Half of the participants were randomly assigned to receive conventional whole-breast radiation given 5 days a week for 3–5 weeks, followed by a boost given over 6–7 days (sequential boost). The other half received the boost doses during 3 weeks of hypofractionated whole-breast radiation given 5 days a week (called concurrent boost). Participants were followed for a median of 7.4 years.
Cancer recurrence rates after 5 and 7 years were very similar in women who received a sequential boost and in those who received a concurrent boost. The percentage of people who had severe side effects was also about the same. Side effects of radiation therapy may include fatigue, hair loss, and effects on nearby organs, including the heart.
Recurrence/side effect rate | Sequential Boost | Concurrent Boost |
---|---|---|
5-year recurrence rate | 2.0% | 1.9% |
7-year recurrence rate | 2.2% | 2.6% |
Rate of severe side effects | 3.3% | 3.5% |
Radiation therapy can also cause changes to the look and feel of the treated breast. Importantly, Dr. Pierce said, these effects, as judged by both patients themselves and their physicians, also did not differ between the sequential and concurrent boosts.
Shorter radiation course ready for broad use
Because the trial was conducted at large medical centers as well as smaller community cancer centers and required careful quality control of the radiation treatment procedures at each center, “the results show that use of a concurrent boost can be implemented in many clinics,” Dr. Salerno said. “We can move forward [with] delivering the radiation boost concurrently for appropriate patients.”
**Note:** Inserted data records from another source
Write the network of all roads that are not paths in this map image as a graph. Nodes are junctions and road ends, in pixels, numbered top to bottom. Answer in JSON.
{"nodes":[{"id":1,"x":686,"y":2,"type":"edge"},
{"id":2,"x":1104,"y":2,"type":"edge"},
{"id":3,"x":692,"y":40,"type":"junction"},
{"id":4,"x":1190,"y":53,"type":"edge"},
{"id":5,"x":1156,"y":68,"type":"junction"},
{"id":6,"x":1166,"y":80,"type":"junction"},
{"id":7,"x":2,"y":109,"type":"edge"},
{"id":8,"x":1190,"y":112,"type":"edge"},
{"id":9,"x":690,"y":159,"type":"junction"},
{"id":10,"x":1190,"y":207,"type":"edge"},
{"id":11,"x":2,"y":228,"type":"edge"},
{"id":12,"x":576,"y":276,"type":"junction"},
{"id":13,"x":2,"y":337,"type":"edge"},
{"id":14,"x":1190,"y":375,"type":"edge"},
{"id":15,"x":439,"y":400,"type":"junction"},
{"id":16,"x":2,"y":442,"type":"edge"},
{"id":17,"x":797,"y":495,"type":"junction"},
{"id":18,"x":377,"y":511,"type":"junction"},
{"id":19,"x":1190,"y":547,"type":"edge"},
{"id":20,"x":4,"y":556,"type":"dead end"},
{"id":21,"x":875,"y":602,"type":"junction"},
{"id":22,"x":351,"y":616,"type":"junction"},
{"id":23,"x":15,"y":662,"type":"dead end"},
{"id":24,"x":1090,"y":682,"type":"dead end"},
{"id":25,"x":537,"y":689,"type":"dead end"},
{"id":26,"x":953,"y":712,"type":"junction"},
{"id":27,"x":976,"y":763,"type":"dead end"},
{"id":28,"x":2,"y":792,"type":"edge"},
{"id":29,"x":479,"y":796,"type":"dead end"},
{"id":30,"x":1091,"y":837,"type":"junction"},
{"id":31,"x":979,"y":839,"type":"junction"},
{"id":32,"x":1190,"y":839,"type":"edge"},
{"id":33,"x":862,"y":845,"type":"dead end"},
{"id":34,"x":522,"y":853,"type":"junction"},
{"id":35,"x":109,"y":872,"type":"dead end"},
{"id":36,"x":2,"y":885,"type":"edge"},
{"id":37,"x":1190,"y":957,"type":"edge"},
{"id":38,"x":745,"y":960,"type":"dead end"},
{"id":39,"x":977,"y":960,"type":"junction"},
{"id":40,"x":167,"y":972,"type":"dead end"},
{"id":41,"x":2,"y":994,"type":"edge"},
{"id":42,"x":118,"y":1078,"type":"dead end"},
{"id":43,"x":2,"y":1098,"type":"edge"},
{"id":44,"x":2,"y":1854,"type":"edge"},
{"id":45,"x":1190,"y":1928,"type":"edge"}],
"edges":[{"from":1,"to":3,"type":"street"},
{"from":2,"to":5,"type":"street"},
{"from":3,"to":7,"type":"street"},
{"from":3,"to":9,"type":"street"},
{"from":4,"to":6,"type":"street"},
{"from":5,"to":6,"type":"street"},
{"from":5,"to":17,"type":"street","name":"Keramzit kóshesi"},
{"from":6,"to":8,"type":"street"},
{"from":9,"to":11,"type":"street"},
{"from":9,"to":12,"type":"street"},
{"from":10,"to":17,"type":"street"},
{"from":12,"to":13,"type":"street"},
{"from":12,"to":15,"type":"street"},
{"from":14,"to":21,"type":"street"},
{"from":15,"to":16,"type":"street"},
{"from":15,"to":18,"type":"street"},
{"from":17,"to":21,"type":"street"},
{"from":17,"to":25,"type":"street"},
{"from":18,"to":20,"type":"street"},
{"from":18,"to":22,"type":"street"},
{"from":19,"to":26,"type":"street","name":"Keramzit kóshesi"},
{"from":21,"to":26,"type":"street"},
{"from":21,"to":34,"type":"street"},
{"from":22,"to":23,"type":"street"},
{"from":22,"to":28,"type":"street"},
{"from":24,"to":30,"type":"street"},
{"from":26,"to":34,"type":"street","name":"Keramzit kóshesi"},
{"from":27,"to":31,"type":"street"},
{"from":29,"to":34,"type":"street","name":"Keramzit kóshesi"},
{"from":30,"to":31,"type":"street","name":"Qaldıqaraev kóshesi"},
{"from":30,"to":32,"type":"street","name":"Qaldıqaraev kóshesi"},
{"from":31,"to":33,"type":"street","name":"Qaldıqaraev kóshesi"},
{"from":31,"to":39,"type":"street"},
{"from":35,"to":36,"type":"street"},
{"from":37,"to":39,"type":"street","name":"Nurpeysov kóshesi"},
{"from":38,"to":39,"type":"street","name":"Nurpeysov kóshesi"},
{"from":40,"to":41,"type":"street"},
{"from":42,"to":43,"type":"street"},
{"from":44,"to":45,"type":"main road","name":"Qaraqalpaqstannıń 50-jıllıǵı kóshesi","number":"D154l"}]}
She also emphasized that not all people with early-stage breast cancer need a radiation boost, and “whether to incorporate one is a discussion for each person with their treatment team.”
Other large, ongoing clinical trials, including one in the UK and one in Germany, are also looking at this question, Dr. Salerno said, “so there will be even more data addressing this [approach].”
Radiation oncologists are continuing to refine the way that radiation therapy is given for breast cancer and other cancers, including studying ways to further shorten treatment times without reducing the overall effectiveness of the treatment, Dr. Salerno said.
“Thanks to [the NRG Oncology/RTOG 1005 trial] … we can continue to individualize the treatments for breast cancer and also maximize convenience for patients,” Dr. Pierce concluded.